Reputation: 637
I'm doing a non-AR 3D app on macOS using RealityKit and SwiftUI, and I need to be able to modify materials on objects based on the results of onContinuousHover. In particular, I want to highlight the face of a box that the mouse is hovering over, which requires being able to find the model position fairly accurately. This has been impossible so far.
To find out what I might be doing wrong, I prepared a plane:
var mesh: MeshResource = MeshResource.generatePlane(width: 10.0, depth: 10.0)
// material is a grid, to help visualize where hits are taking place
model = ModelComponent(mesh: mesh, materials: [material])
generateCollisionShapes(recursive: true)
collision = CollisionComponent(
shapes: [ShapeResource.generateConvex(from: model!.mesh)],
mode: .default
)
and placed it on an AnchorEntity positioned at world origin.
The view coordinates from the onContinuousHover closure are good, but the results from a call to hitTest (the one that returns [CollisionCastHit], not the deprecated [ARHitTestResult]) are really nonsensical:
The y coordinate of a hit on a X-Z Plane centered at world origin is consistently reported as 0.1 - any hit in this plane should be in the form (x, 0.0, z), the returned result is off by ten centimeters! Offsetting the plane changes the result by the offset, but the y value is still always off by a constant 0.1
The sign of the z coordinate is always reversed - hovering over a small sphere placed at world (0.0, 0.0, 0.1) always returns (0.0, 0.0, -0.1), placing it at (0.0, 0.0, -0.1) and hovering returns (0.0, 0.0, 0.1). This holds for any point in the plane.
The Entity in the CollisionCastHit is always correct, but the reported model position is wildly inaccurate. The transform for both the plane and its anchor is the identity transform, no scale, translation or rotation. And I am always careful to convert to/from world space correctly, but in this test case, they are identical.
I was going to try using arview.raycast(from: allowing: alignment:)

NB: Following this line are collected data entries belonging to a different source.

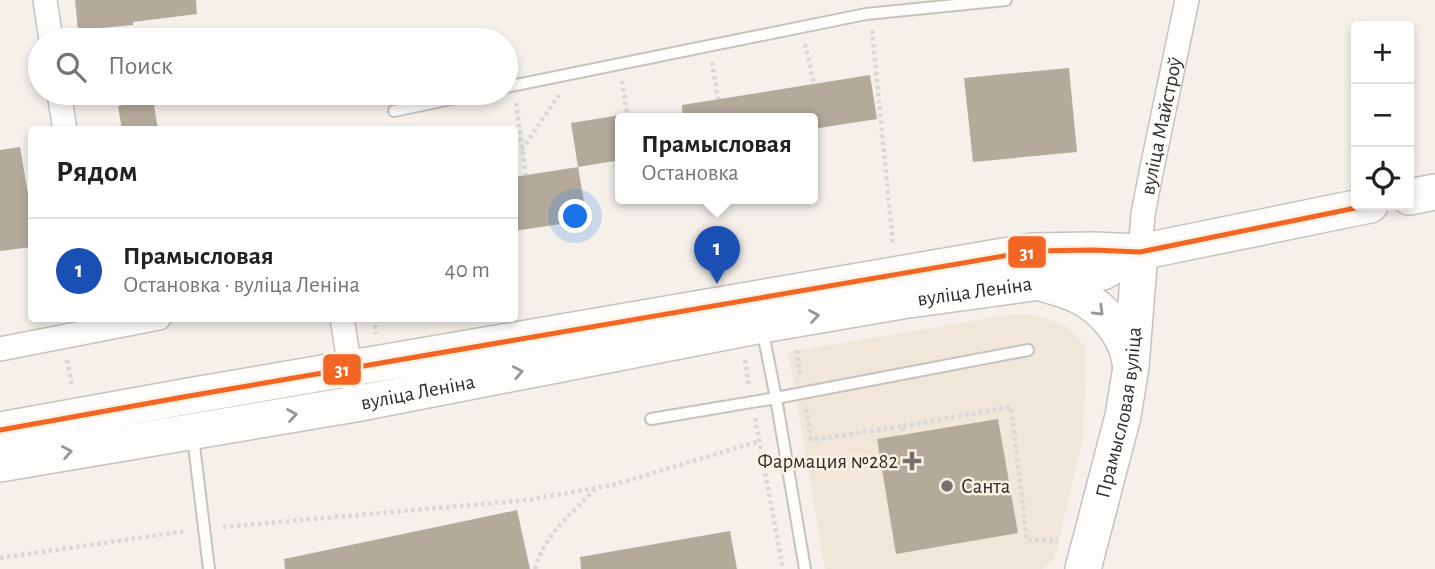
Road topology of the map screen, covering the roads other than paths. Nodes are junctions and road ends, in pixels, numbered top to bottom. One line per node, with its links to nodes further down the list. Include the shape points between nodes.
1 (45, 0): 6 (street)
2 (865, 0): 5 (lane)
3 (1187, 0): 15 (street, вуліца Майстроў, via 1143,214)
4 (1006, 1): 5 (lane)
5 (866, 14): 7 (lane)
6 (49, 28)
7 (518, 84)
8 (61, 105): 11 (street)
9 (422, 105): 10 (lane)
10 (394, 111)
11 (64, 126)
12 (1435, 192): 13 (main road)
13 (1414, 196)
14 (1351, 209): 15 (main road)
15 (1140, 252): 16 (main road, вуліца Леніна, via 1102,272); 17 (main road, вуліца Леніна, via 1033,251); 23 (main road, Прамысловая вуліца)
16 (1040, 282): 17 (main road, вуліца Леніна, one-way to 16, via 902,301); 23 (main road, one-way to 23, via 1094,305 1118,331 1128,349)
17 (760, 311): 24 (main road, вуліца Леніна); 25 (lane); 26 (main road, вуліца Леніна, one-way to 17)
18 (122, 322): 20 (street)
19 (343, 322): 24 (street)
20 (94, 325): 21 (street)
21 (0, 349)
22 (1028, 350): 25 (lane)
23 (1130, 367): 31 (main road, Прамысловая вуліца, via 1124,416)
24 (351, 368): 26 (street); 27 (main road, вуліца Леніна)
25 (776, 398): 28 (lane); 33 (lane)
26 (355, 404): 27 (main road, вуліца Леніна, one-way to 26)
27 (191, 413): 29 (main road, вуліца Леніна); 30 (main road, вуліца Леніна, one-way to 27); 32 (lane)
28 (651, 419)
29 (0, 430)
30 (0, 464)
31 (1075, 555)
32 (209, 569)
33 (805, 569)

, which the documentation says is available on macOS as of 10.15+, but I get "Value of type 'ARView' has no member 'raycast'". Opening the RealityKit header and searching for "raycast" got zero hits - where is it?
Ideas?
Upvotes: 0
Views: 422
Reputation: 637
After reading the answer from maxxfraser, I began to suspect that the problem had its roots in a mismatch between SwiftUI and NSViewRepresentable. I spent a TSI and got this from Apple DTS:
The cause of the incorrect results you are seeing is because there is a mismatch between SwiftUI’s view coordinate system and NSView’s default coordinate system.
SwiftUI says that the origin of a view is the top-left corner. NSView defaults its origin to the bottom left corner.
A simple way for you to resolve this in the app you provided is to override isFlipped in your “RepresentedARView”:
public override var isFlipped: Bool { true }
With that simple change, I believe I am seeing correct results in your project.
And true it was! I wasn't aware of isFlipped, and missed it when I was looking for a solution. I can see this causing all sorts of mischief in any NSViewRepresentable. BTW, RepresentedARView is a subclass of ARView.
Thanks to Chris at Apple DTS for the quick, correct (and simple!) answer.
Upvotes: 0
Reputation: 1253
It looks like the documentation is making a mistake by saying it's available on macOS. If you go from the method here, to one of the arguments ARRaycastQuery.Target, you can see ARRaycastQuery is not available on macOS; so a method that uses it also cannot be available for macOS!
I'd recommend instead using hitTest(_:query:mask:), which should give you everything you need and works well whenever I use it.
It's used extensively in RealityUI, so can vouch for its accuracy and reliability:
Try turning on physics with debugOptions and showPhysics. The Y coordinate being off by 10cm sounds a lot like the box that has been created has a height of 0.2, instead of being a flat plane.